The main part of the film shows the train travelling through the New South Wales countryside through disparate locations including the Sydney suburbs, Hawkesbury River Railway Bridge, Ten Tunnels Deviation, Polona signal box Blayney station and the Picton-Mittagong loop line. These scenes are interspersed with vignettes of life the 1940s including a travelling salesman, a country wedding in a church at Georges Plains, and two soldiers heading off to war, having their last drink in a pub, the Hotel Alexander in Rydal. All linked in to the train journey.

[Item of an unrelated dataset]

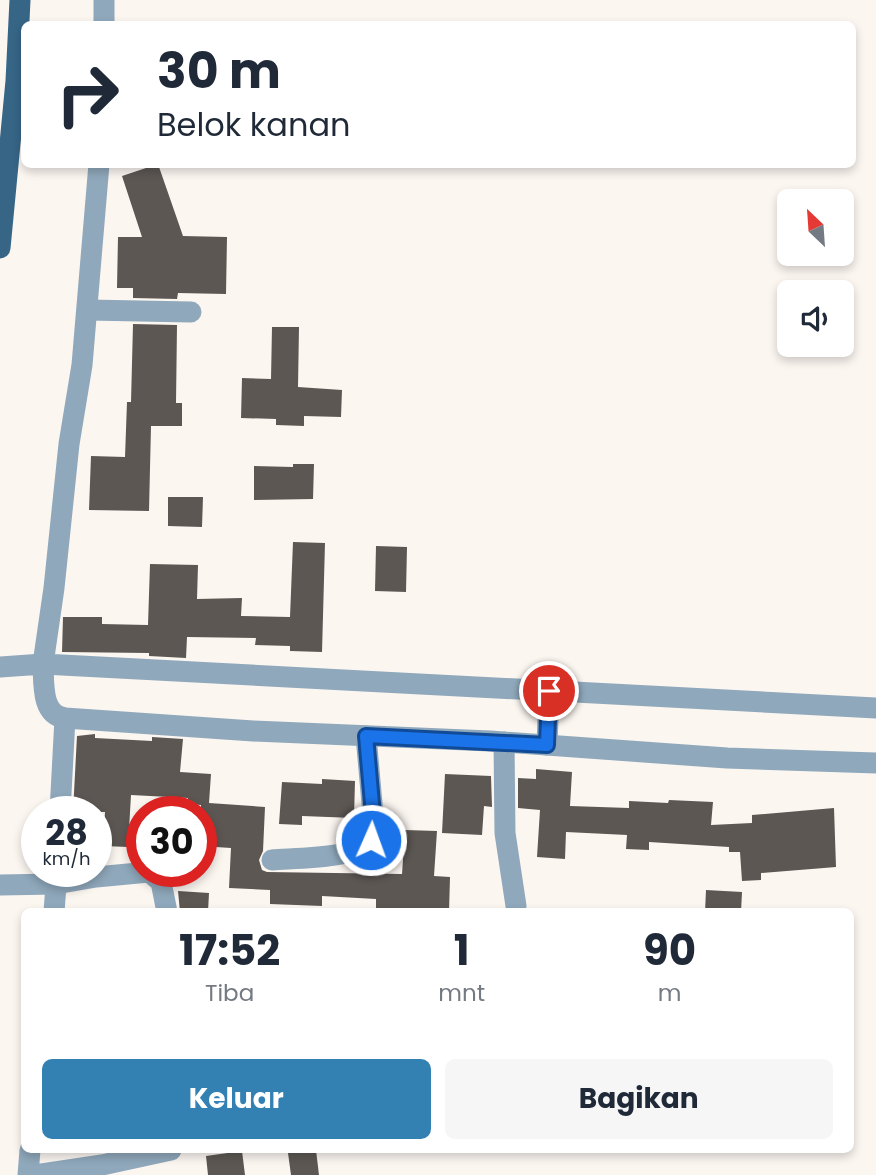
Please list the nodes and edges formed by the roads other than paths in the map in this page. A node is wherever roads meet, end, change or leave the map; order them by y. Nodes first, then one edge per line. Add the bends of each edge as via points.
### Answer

There is no commentary, and most of the audio is live sound of the train, with some overlaid with original music by George Dreyfus. Cinematography was by Academy Award winner, Dean Semler (Dances With Wolves).

==Cast==
There are no speaking parts so the actors are not credited. The only "acting" credits are for the driver Chris O'Sullivan and fireman Harold Fowler, both employees of the Public Transport Commission. Cecil Barnes is the fireman in the last scenes of the film. He and the driver in that scene are intended to be 'earlier' incarnations of the credited driver and fireman.

==Reception==
A Steam Train Passes is one of Film Australia's most successful films. It has won many awards and is generally regarded as Australia's finest railway film.

Awards include:
- 1974 Australian Film Institute Awards, Silver Kodak Award for Photography (Documentary Category)
- 1974 Australian Film Institute Awards, Bronze Medallion for Dean Semler
- 1975 US Industrial Film Festival, Silver Screen Award - 2nd prize, History & Biography
- 1975 Chicago International Film Festival, Certificate of Merit Documentary Section 9, History
- 1975 San Francisco International Film Festival, Special Jury Award - Communication Section
- 1975 Cork International Film Festival, Statuette of St. Fincarr, Category D (Short Fiction)
- 1975 Melbourne International Film Festival, Special Award Short Film.
- 1975 Australian Cinematographers Society Awards, Golden Tripod.

==Film footage==
Footage from this film has become almost stock footage for other productions requiring footage of a steam train. Footage has been used in Sarah, The Winds of Jarrah, Sirens, Rabbit-Proof Fence, True Believers, Curtin and several documentaries.

The original negative is preserved at the National Film and Sound Archive.

==Restoration==
In 2012, the National Film and Sound Archive restored and digitally remastered the film. Film Australia made it available on YouTube on 27 August of that year.

In 2024, NFSA remastered the film in 4K resolution.